Exercise aim :: Look below and pull out each line with the word "Figa".

Excerpts from a dataset:
▽

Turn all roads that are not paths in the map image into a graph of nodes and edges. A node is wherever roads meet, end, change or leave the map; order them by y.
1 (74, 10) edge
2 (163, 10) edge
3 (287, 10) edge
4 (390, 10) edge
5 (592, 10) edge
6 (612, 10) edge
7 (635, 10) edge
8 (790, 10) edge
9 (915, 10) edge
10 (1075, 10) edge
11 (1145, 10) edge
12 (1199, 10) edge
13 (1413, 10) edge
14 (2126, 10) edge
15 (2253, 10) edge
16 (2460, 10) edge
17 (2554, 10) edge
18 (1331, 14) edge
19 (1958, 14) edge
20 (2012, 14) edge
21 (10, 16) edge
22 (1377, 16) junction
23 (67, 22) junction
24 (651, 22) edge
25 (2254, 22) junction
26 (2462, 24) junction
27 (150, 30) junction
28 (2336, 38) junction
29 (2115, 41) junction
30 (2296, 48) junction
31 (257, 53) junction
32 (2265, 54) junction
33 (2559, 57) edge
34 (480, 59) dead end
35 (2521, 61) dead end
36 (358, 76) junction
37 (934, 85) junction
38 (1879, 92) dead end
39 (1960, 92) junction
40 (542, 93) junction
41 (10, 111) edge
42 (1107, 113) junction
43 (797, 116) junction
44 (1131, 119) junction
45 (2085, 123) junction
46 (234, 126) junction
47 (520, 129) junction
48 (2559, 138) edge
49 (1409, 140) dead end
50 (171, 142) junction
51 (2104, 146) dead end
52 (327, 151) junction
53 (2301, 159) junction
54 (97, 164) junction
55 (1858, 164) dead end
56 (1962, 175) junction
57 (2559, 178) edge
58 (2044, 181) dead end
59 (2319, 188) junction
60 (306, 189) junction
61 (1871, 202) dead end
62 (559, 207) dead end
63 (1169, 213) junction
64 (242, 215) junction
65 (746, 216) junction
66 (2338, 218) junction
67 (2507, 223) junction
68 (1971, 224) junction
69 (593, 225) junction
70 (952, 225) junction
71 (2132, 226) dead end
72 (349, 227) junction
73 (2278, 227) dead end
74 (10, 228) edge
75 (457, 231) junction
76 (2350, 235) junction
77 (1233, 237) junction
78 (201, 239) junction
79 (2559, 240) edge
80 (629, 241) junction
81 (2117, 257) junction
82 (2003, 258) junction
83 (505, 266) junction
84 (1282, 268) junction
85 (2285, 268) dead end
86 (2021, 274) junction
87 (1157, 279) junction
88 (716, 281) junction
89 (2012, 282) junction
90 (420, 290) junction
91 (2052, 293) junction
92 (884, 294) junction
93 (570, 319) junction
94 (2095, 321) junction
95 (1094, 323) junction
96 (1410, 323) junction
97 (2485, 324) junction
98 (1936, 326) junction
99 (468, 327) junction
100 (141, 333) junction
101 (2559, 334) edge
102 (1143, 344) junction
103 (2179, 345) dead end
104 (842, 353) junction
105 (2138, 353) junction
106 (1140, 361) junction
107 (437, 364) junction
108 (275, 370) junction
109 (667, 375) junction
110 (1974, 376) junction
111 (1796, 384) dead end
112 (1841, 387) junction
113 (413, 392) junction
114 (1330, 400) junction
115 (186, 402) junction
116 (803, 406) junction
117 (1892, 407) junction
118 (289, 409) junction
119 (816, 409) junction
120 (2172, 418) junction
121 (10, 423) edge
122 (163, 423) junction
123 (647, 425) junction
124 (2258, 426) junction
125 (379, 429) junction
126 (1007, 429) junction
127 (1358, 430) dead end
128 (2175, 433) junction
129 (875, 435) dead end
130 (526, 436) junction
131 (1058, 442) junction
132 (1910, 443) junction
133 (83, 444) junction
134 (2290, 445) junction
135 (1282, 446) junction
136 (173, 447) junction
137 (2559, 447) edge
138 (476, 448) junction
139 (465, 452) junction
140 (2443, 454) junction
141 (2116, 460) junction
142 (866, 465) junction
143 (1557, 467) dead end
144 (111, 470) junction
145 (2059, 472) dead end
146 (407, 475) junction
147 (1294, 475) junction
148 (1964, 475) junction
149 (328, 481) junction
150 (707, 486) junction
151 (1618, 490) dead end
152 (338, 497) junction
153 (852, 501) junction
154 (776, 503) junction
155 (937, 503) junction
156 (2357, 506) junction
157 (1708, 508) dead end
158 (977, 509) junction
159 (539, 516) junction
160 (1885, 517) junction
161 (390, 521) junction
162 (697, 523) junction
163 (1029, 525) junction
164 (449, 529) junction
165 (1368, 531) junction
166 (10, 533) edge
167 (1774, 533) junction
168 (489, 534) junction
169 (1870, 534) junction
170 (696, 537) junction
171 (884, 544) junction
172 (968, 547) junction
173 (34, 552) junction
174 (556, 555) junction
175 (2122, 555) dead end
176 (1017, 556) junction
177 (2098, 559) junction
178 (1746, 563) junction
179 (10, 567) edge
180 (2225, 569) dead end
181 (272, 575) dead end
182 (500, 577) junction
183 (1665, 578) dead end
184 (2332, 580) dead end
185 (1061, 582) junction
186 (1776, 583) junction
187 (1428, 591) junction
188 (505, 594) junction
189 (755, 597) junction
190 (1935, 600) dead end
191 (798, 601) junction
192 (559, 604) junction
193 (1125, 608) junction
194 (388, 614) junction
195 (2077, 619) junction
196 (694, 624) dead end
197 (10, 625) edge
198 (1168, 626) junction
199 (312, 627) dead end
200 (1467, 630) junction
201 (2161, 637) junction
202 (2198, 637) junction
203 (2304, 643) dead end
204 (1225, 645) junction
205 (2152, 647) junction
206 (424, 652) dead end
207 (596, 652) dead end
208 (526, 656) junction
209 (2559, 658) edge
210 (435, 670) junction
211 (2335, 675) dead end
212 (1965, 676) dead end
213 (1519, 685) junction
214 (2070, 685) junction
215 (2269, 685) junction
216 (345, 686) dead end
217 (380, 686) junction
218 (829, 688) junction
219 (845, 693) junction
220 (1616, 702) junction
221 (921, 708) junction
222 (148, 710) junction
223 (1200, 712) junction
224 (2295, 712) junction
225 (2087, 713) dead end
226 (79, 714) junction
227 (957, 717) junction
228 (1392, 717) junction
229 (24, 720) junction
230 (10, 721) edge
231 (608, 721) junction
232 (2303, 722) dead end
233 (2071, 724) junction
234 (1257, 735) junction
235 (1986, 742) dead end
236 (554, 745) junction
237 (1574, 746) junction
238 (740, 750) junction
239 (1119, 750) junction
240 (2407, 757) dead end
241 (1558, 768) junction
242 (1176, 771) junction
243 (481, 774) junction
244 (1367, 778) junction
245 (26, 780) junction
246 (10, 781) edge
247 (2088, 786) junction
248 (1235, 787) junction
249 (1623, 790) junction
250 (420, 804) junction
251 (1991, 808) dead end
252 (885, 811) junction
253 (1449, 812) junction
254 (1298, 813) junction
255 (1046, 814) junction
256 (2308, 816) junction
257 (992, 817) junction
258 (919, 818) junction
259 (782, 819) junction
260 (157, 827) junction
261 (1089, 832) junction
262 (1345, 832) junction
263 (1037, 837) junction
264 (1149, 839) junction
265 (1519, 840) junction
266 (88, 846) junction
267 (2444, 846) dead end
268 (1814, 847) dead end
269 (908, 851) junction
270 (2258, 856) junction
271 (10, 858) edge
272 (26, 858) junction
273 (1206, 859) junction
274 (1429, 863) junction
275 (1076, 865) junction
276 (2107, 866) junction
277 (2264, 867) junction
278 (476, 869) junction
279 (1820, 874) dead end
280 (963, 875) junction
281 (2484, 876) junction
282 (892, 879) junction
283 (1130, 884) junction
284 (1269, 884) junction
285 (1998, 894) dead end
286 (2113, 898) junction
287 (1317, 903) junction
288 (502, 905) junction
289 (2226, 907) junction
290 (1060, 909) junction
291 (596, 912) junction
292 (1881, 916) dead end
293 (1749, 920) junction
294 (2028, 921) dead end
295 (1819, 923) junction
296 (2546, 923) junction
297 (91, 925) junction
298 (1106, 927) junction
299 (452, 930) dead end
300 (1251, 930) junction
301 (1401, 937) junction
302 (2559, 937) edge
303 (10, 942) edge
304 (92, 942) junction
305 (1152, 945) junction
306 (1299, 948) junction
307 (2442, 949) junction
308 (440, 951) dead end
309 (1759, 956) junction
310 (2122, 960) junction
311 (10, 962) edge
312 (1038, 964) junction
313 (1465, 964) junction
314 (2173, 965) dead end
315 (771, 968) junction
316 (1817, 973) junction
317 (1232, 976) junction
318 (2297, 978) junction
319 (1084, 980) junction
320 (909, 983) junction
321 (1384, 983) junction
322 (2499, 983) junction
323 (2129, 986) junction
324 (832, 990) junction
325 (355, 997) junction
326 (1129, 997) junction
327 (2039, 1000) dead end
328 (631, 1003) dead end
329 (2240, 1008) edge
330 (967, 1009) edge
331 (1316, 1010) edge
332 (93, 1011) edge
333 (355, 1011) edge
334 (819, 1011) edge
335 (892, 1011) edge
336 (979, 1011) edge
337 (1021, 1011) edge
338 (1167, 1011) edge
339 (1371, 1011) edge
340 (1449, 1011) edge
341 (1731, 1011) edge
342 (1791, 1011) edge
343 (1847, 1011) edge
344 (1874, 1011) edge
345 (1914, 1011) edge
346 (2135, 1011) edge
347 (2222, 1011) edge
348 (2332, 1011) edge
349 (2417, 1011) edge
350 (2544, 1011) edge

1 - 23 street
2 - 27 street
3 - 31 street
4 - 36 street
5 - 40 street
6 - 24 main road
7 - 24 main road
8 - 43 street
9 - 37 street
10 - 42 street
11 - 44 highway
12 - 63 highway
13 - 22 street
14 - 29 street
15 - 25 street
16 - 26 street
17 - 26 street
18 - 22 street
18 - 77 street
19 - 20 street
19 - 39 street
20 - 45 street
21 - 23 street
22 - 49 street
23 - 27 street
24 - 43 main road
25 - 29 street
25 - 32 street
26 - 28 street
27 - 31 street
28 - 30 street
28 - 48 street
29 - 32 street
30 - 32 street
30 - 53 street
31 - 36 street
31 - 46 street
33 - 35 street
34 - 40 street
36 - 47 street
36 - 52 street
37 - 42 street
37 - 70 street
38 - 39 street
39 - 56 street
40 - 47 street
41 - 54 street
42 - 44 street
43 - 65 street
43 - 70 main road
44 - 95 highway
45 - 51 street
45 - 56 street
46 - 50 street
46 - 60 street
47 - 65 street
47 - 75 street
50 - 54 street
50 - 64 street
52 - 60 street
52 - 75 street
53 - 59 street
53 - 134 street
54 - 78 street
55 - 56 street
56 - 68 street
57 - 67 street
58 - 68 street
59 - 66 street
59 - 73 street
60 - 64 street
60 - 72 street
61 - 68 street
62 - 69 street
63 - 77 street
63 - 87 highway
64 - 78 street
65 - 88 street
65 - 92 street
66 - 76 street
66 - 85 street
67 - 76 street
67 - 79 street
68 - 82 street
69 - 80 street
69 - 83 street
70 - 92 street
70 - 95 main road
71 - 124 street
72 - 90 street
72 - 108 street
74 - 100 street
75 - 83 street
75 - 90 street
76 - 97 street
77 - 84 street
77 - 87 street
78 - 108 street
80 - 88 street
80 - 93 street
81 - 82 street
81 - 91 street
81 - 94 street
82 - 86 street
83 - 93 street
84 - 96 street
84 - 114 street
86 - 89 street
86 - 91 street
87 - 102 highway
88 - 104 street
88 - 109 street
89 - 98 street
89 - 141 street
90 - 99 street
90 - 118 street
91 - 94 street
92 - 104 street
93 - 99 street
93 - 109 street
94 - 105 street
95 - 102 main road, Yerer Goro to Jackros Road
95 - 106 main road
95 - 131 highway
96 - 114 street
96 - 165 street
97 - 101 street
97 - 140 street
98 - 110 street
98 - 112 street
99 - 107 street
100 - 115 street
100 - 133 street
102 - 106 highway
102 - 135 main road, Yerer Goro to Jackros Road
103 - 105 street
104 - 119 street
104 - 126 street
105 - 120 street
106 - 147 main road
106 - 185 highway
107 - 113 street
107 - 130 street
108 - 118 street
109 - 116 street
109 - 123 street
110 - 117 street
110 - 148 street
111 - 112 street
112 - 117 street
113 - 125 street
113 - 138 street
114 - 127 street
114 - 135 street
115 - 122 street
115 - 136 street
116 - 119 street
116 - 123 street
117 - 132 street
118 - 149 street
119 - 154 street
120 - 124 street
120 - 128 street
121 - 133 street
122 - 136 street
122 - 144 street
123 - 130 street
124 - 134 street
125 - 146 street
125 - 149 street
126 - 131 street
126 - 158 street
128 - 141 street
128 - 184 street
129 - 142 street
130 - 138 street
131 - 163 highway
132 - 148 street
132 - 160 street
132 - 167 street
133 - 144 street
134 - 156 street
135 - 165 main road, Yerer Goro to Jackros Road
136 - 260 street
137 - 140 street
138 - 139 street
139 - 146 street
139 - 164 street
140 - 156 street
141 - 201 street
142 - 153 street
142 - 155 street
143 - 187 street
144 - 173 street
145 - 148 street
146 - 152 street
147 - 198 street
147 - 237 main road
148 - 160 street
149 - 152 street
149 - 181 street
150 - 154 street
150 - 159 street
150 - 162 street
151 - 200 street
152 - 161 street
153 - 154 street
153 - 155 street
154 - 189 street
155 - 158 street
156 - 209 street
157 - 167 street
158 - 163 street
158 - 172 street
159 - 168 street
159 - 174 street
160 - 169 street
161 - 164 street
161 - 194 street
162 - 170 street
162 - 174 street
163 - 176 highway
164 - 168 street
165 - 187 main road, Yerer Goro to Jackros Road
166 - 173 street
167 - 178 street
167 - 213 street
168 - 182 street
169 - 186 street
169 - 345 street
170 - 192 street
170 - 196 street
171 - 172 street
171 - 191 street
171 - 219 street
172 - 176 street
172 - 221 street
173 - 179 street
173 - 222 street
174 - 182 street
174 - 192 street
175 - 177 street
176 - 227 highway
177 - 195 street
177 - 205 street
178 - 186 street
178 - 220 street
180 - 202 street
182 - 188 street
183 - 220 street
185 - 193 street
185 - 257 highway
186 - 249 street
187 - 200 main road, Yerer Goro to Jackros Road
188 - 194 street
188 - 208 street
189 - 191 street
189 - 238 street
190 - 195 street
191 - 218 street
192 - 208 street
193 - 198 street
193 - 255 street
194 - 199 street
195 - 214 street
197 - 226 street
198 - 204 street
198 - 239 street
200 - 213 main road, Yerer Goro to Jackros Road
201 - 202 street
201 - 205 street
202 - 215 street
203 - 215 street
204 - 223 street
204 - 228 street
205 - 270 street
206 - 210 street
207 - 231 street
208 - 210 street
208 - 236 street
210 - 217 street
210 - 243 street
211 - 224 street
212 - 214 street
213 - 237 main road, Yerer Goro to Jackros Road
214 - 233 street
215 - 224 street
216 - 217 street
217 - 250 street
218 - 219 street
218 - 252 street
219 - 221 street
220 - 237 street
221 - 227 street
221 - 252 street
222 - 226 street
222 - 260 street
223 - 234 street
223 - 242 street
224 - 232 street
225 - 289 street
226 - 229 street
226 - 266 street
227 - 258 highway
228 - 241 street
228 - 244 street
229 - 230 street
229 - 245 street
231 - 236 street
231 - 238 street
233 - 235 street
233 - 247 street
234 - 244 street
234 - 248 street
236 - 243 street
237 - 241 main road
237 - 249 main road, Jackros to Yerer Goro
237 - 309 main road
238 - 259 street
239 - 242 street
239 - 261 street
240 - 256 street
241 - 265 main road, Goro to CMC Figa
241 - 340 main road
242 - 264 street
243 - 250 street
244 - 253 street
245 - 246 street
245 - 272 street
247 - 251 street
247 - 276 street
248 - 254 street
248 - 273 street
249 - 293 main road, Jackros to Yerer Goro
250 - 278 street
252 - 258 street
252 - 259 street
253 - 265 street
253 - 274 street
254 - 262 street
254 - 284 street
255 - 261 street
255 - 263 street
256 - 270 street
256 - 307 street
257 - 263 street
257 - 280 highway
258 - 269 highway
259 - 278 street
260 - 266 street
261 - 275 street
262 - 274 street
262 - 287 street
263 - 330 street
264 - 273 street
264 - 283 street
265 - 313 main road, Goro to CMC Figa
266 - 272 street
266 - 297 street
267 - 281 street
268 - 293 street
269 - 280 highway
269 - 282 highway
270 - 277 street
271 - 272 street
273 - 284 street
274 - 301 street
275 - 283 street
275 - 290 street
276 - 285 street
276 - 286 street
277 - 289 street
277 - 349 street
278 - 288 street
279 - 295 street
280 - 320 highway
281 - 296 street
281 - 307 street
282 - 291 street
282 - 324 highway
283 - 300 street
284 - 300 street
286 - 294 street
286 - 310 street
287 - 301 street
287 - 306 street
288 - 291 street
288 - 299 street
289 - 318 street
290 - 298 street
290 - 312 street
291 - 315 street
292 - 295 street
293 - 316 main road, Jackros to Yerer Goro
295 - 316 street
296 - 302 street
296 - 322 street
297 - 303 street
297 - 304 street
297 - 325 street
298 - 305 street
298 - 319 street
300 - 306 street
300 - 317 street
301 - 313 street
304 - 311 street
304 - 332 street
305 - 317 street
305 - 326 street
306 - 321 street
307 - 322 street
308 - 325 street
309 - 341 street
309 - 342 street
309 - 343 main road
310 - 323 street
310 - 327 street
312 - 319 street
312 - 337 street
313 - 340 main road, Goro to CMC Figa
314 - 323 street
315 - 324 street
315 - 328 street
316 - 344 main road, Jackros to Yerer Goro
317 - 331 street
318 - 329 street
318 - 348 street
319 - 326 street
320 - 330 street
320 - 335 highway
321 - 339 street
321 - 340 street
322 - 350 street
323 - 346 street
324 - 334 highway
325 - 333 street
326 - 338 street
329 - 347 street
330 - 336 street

△

Answer section ::
241 - 265 main road, Goro to CMC Figa
265 - 313 main road, Goro to CMC Figa
313 - 340 main road, Goro to CMC Figa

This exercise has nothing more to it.